[Stored items]
****************
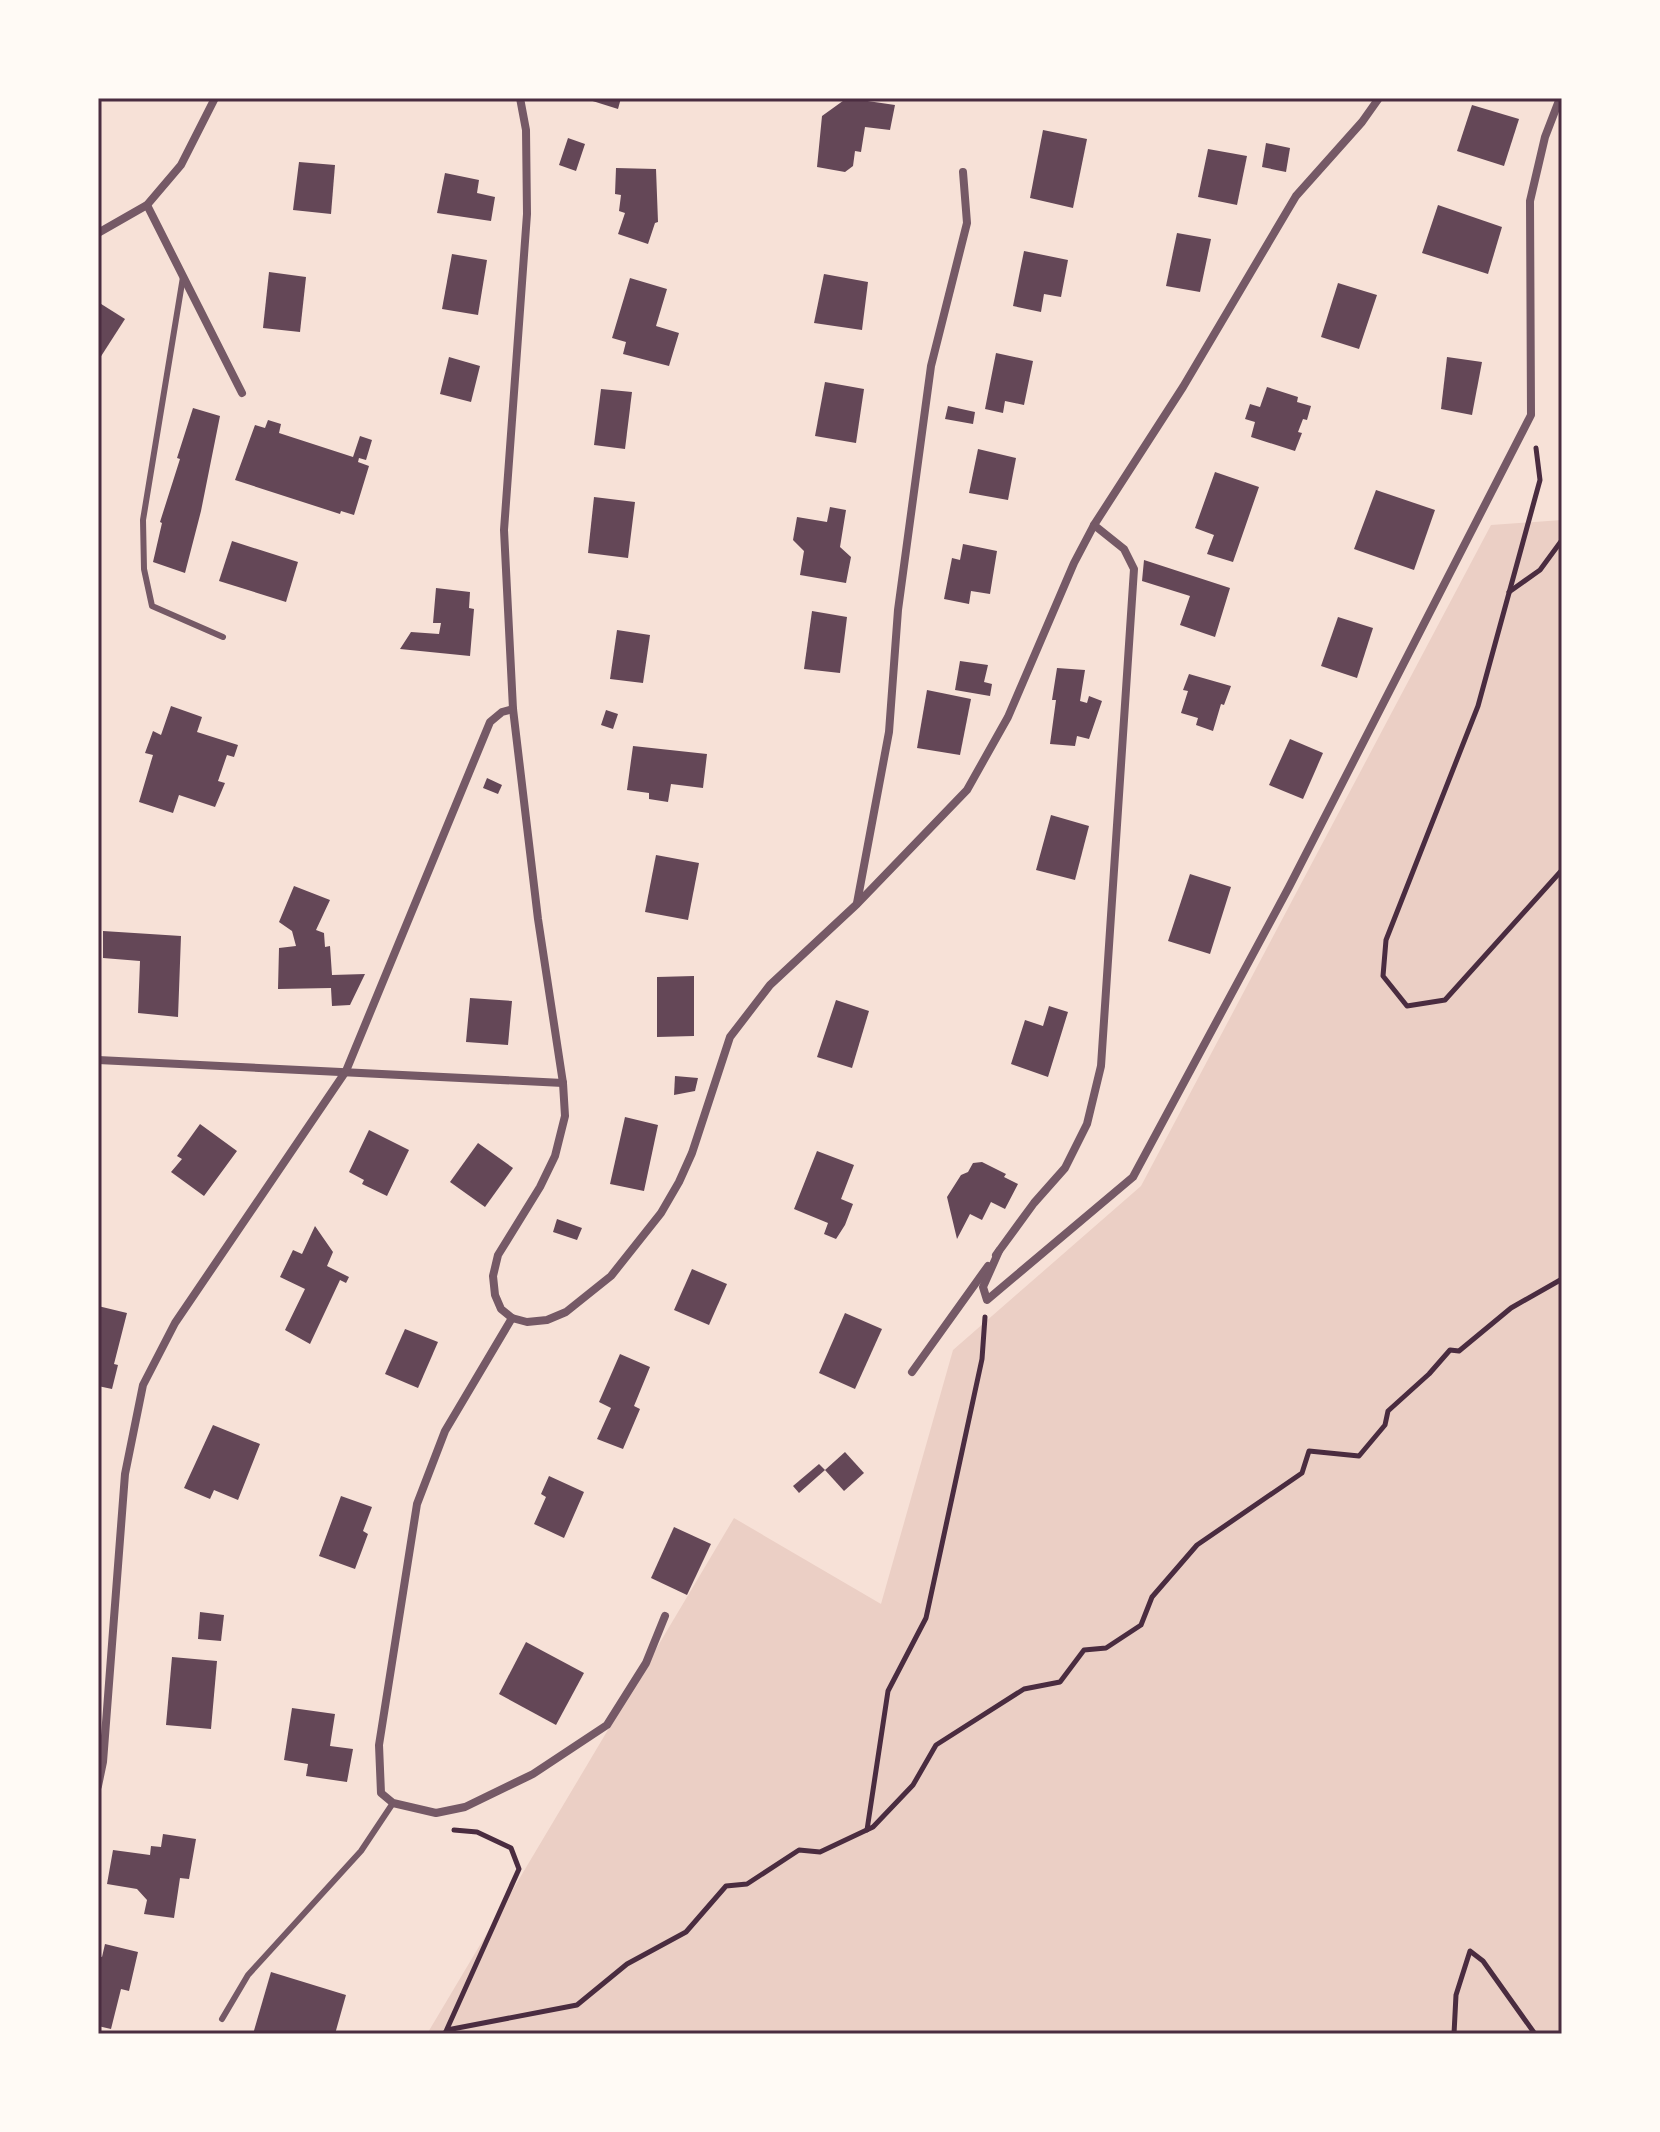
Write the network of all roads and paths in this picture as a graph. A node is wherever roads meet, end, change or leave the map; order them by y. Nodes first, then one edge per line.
1 (215, 98) edge
2 (520, 98) edge
3 (1379, 98) edge
4 (1560, 98) edge
5 (963, 172) dead end
6 (147, 205) junction
7 (98, 233) edge
8 (183, 277) junction
9 (242, 393) dead end
10 (1531, 415) junction
11 (1094, 525) junction
12 (1562, 540) edge
13 (1508, 592) junction
14 (223, 637) dead end
15 (513, 709) junction
16 (1562, 870) edge
17 (857, 904) junction
18 (98, 1060) edge
19 (346, 1071) junction
20 (563, 1083) junction
21 (999, 1251) junction
22 (1562, 1279) edge
23 (987, 1300) junction
24 (512, 1318) junction
25 (912, 1372) dead end
26 (665, 1616) dead end
27 (98, 1786) edge
28 (393, 1803) junction
29 (449, 1830) dead end
30 (867, 1830) junction
31 (222, 2019) dead end
32 (446, 2033) edge
33 (1454, 2034) edge
34 (1535, 2034) edge

1 - 6 street
2 - 15 street
3 - 11 street
4 - 10 street
5 - 17 street
6 - 7 street
6 - 8 street
8 - 9 street
8 - 14 lane
10 - 13 path
10 - 23 street
11 - 17 street
11 - 21 street
12 - 13 path
13 - 16 path
15 - 19 street
15 - 20 street
17 - 24 street
18 - 19 street
19 - 20 street
19 - 27 street
20 - 24 street
21 - 23 street
21 - 25 street
22 - 30 path
23 - 30 path
24 - 28 street
26 - 28 street
28 - 31 lane
29 - 32 path
30 - 32 path
33 - 34 path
****************
Find and copy each line above that includes the string "dead".

• Exercise solution:
5 (963, 172) dead end
9 (242, 393) dead end
14 (223, 637) dead end
25 (912, 1372) dead end
26 (665, 1616) dead end
29 (449, 1830) dead end
31 (222, 2019) dead end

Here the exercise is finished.